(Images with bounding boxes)
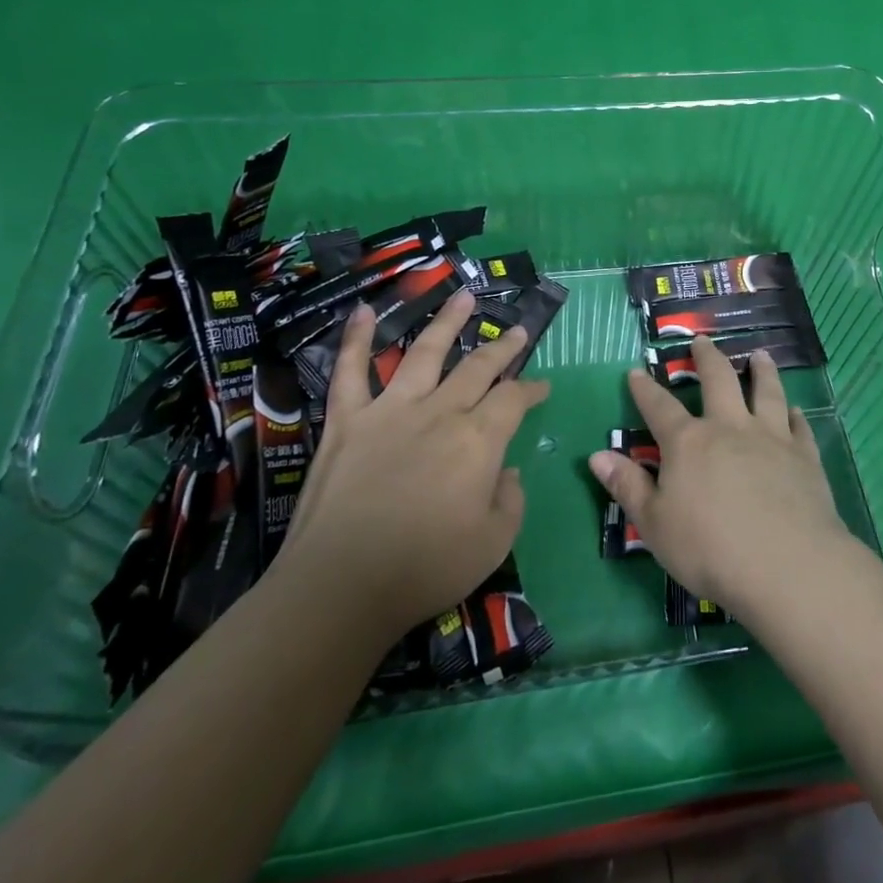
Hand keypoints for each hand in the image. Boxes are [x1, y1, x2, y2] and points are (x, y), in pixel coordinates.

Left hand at [274, 288, 548, 634]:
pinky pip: (350, 371)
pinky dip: (355, 339)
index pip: (514, 399)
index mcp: (479, 439)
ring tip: (463, 296)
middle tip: (518, 330)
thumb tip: (508, 472)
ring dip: (447, 321)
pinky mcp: (347, 420)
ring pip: (424, 352)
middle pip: (478, 367)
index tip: (542, 385)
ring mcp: (390, 410)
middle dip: (503, 346)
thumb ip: (511, 500)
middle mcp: (440, 411)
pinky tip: (362, 310)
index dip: (532, 389)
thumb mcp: (494, 542)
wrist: (340, 586)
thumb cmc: (425, 568)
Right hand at [587, 335, 852, 615]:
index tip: (636, 371)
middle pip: (718, 381)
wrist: (785, 564)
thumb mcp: (654, 524)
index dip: (645, 389)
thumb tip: (597, 455)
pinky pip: (798, 426)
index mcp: (688, 443)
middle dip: (707, 358)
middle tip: (702, 341)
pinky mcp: (804, 456)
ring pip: (766, 391)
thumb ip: (628, 486)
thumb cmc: (709, 549)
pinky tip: (796, 410)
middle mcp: (729, 427)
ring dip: (761, 371)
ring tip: (760, 356)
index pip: (659, 407)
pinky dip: (795, 415)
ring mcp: (771, 437)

TO DO ->
Write out, word for word, the lines from the first line of the entries through the one containing "thumb cmc: (425, 568)", both included. Leave out the pictures.

RESULT ->
Hand keypoints for each hand in the image. Boxes are [x1, y1, x2, y2] and points are (x, y), in pixel coordinates.

Left hand at [274, 288, 548, 634]:
pinky pip: (350, 371)
pinky dip: (355, 339)
index pip: (514, 399)
index mcp: (479, 439)
ring tip: (463, 296)
middle tip: (518, 330)
thumb tip: (508, 472)
ring dip: (447, 321)
pinky mcp: (347, 420)
ring pip: (424, 352)
middle pip: (478, 367)
index tip: (542, 385)
ring mcp: (390, 410)
middle dip: (503, 346)
thumb ip: (511, 500)
middle mcp: (440, 411)
pinky tip: (362, 310)
index dip: (532, 389)
thumb mcp: (494, 542)
wrist: (340, 586)
thumb cmc: (425, 568)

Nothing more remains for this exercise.